• **Exercise details**: With the entries below as the source, tally the lines that contain the string "dead" and give the number only.

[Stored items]
<<<<

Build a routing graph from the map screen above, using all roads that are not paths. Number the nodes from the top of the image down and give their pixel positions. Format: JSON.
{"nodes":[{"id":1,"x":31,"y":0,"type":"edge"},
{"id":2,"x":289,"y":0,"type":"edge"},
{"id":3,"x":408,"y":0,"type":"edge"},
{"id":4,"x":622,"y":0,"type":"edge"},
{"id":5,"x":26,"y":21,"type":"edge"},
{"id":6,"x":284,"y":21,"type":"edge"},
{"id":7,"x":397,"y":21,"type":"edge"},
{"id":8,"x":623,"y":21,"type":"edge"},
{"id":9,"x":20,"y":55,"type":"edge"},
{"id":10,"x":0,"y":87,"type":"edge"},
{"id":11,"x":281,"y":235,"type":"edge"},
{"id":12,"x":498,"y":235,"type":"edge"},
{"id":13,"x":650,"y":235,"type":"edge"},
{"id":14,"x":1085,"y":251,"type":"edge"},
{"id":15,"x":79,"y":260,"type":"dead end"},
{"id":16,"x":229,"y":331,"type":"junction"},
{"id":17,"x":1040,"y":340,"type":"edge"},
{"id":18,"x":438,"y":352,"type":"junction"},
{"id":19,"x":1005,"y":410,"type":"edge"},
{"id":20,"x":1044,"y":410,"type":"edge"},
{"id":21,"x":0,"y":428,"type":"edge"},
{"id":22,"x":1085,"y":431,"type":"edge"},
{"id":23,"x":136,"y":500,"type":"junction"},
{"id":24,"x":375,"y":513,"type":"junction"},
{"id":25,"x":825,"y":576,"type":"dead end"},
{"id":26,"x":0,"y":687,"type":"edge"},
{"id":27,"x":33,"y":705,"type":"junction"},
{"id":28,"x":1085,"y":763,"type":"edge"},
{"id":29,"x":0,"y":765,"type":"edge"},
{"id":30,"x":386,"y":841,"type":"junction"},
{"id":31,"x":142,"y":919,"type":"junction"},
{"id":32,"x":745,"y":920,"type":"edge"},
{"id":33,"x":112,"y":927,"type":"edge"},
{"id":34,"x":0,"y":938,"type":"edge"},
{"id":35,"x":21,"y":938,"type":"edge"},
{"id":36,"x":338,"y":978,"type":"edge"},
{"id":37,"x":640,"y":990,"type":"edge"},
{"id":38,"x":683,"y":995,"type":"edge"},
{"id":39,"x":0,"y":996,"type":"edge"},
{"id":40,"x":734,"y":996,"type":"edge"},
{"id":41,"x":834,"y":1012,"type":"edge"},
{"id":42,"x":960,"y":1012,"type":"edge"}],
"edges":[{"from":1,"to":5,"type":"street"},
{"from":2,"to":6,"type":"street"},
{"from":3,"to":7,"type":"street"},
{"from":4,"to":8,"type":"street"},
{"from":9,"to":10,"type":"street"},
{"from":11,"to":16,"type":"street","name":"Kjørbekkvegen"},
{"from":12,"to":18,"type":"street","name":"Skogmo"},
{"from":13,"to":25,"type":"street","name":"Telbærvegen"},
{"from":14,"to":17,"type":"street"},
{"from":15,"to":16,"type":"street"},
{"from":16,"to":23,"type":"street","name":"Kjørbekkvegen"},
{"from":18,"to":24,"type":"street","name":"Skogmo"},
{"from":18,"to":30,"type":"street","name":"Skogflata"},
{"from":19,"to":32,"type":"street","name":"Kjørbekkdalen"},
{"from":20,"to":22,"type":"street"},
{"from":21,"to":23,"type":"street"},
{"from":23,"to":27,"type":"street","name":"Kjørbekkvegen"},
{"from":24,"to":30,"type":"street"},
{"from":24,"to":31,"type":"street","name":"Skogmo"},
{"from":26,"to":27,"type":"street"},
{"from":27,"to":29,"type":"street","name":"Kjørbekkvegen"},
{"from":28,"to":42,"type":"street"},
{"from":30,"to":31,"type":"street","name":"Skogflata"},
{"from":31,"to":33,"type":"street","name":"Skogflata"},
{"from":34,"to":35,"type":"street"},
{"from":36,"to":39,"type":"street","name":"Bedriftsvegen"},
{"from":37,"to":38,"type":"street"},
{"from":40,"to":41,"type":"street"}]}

>>>>

• **Answer below**: 2